As a man is, so also he speaks.  Egypt was what they spoke, "Who is this God that I should obey him?   I will not let your
people go."   Should God accept such a nation, or acknowledge such speech?  Gently his hand went up and he removed Joseph's
burden from his shoulder, then He spoke kindly to him.  God says it as though it is something he will never forget.
"In distress you have called and I will deliver you.  I will answer you in the hiding place of thunder.  I will prove you upon
the waters of Maribah."  Selah
"Hear my people and I will testify in you, O Israel if you will listen to me.  There will not be a strange god in you and you
will not bow down to a strange god.  I am Yahweh your God who brought you up from the land of Egypt.  Open your mouth wide
and I will fill it."
What a message.  Egypt does not acknowledge me, but you ... I freed you.  I blessed you ... I became your God ... I fed
you as a bird does its young ... What will the response be from God's people?  Will they be a people whose language he knows?
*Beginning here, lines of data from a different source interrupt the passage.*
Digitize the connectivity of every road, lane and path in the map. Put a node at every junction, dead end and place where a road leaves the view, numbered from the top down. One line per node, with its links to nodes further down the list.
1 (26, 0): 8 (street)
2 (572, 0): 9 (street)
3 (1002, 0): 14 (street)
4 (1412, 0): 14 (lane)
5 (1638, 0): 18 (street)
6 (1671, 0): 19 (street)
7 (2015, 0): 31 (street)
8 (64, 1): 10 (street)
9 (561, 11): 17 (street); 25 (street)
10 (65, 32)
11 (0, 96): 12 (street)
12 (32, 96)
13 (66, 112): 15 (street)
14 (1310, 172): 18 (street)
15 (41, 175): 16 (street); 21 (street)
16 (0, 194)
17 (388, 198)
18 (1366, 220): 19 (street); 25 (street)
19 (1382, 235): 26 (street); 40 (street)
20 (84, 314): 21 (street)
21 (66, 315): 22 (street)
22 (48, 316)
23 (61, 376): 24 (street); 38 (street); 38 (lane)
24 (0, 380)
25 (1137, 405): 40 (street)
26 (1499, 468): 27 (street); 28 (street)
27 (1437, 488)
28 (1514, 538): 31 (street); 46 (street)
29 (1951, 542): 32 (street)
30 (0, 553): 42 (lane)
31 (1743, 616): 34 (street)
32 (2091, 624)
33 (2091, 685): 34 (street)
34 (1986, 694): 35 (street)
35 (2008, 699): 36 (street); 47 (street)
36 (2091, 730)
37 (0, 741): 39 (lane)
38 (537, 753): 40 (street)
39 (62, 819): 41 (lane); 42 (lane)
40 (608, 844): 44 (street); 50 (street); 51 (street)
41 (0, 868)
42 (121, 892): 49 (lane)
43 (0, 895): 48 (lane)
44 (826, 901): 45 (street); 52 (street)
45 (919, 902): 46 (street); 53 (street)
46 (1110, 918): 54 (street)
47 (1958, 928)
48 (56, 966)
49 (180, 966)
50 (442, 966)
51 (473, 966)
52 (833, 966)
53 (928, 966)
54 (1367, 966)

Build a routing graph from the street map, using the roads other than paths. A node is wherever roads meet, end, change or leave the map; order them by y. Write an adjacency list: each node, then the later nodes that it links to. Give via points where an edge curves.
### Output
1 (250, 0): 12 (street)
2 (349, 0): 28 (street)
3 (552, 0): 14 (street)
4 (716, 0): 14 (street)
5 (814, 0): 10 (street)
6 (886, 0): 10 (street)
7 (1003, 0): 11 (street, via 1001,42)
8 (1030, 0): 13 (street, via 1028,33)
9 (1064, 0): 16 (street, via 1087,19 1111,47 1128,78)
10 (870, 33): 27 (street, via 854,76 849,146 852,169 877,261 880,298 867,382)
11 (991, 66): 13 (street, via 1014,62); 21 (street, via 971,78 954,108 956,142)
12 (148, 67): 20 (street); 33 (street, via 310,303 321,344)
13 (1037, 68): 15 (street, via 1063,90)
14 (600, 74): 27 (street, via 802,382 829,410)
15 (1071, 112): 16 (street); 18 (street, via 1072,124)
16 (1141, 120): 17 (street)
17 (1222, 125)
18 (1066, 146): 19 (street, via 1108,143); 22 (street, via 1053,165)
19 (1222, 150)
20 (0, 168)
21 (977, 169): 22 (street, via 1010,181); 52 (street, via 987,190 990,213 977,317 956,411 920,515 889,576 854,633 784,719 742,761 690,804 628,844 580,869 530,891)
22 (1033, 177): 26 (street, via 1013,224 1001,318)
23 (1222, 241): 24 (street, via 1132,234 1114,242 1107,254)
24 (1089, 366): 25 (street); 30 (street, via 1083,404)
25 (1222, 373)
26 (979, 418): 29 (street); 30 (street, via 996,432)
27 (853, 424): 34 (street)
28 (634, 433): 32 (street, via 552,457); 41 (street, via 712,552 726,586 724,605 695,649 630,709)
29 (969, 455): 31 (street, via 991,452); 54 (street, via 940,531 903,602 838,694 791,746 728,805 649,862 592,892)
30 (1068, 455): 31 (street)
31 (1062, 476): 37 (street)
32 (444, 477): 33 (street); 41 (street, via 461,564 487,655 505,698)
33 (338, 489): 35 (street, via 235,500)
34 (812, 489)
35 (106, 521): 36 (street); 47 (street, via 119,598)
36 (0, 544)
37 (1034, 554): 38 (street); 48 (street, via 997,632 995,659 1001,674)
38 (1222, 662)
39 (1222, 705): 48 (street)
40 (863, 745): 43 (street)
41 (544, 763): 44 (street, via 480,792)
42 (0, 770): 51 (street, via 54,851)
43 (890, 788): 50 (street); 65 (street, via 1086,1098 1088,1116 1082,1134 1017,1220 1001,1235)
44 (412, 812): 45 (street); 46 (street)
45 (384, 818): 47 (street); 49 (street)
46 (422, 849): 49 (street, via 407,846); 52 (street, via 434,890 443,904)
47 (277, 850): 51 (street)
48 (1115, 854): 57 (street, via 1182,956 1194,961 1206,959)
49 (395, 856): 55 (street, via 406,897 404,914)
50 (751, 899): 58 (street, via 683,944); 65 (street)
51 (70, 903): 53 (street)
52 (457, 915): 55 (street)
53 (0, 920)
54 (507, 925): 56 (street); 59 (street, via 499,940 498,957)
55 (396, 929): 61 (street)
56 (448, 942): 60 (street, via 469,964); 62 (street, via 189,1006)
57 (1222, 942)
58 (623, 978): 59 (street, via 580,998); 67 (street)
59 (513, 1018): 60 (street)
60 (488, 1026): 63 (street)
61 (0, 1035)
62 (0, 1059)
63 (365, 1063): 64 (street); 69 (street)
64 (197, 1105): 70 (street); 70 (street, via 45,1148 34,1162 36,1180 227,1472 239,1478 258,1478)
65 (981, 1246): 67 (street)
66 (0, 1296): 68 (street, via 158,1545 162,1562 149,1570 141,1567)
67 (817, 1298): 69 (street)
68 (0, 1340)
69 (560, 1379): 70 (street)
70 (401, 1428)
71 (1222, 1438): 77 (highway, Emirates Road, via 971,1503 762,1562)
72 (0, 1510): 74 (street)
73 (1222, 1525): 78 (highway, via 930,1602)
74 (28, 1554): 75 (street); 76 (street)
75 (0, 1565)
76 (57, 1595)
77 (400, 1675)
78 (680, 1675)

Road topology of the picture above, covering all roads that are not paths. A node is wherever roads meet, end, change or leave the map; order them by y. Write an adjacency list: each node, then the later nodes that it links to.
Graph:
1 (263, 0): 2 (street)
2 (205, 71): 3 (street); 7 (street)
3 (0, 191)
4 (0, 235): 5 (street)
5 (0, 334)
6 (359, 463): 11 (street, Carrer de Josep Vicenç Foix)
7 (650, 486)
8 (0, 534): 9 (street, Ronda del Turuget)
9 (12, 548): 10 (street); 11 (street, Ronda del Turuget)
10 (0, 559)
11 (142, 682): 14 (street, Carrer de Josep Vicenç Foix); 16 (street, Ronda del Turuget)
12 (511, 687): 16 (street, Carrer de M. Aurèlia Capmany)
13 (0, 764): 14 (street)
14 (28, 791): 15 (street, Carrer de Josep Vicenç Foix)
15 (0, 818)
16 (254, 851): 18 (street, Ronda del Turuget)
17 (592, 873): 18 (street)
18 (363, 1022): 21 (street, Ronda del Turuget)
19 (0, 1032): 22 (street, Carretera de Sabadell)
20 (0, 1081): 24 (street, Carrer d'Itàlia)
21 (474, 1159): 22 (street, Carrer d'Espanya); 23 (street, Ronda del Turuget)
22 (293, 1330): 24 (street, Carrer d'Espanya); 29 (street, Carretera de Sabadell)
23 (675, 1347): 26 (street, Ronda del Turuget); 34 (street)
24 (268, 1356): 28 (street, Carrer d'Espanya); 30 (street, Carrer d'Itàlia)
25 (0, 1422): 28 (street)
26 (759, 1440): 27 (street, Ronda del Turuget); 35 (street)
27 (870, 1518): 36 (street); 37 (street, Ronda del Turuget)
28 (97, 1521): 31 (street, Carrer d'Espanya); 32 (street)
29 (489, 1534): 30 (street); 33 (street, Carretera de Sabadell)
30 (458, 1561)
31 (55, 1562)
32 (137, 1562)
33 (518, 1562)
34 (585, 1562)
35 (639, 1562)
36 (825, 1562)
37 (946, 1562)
How will the Psalm close?   What head can keep itself upright?   What heart can keep from being heavy?  We know what is coming.
But my people did not listen to my voice, and Israel would not consent to me.  So I gave him up in the obstinancy of their heart,
they will walk in their own counsels.
Because of this, the Psalm closes with a picture of missed blessings.  Missed blessings! Did you hear that? Missed blessings!
How the body cries out when it misses its food or drink.  The body's message we hear … because it has our attention.
But the poor soul, whose mouth should be wide open, closes in stubborn obstinancy.  The result is the same as before.  God
will hear a language he does not know.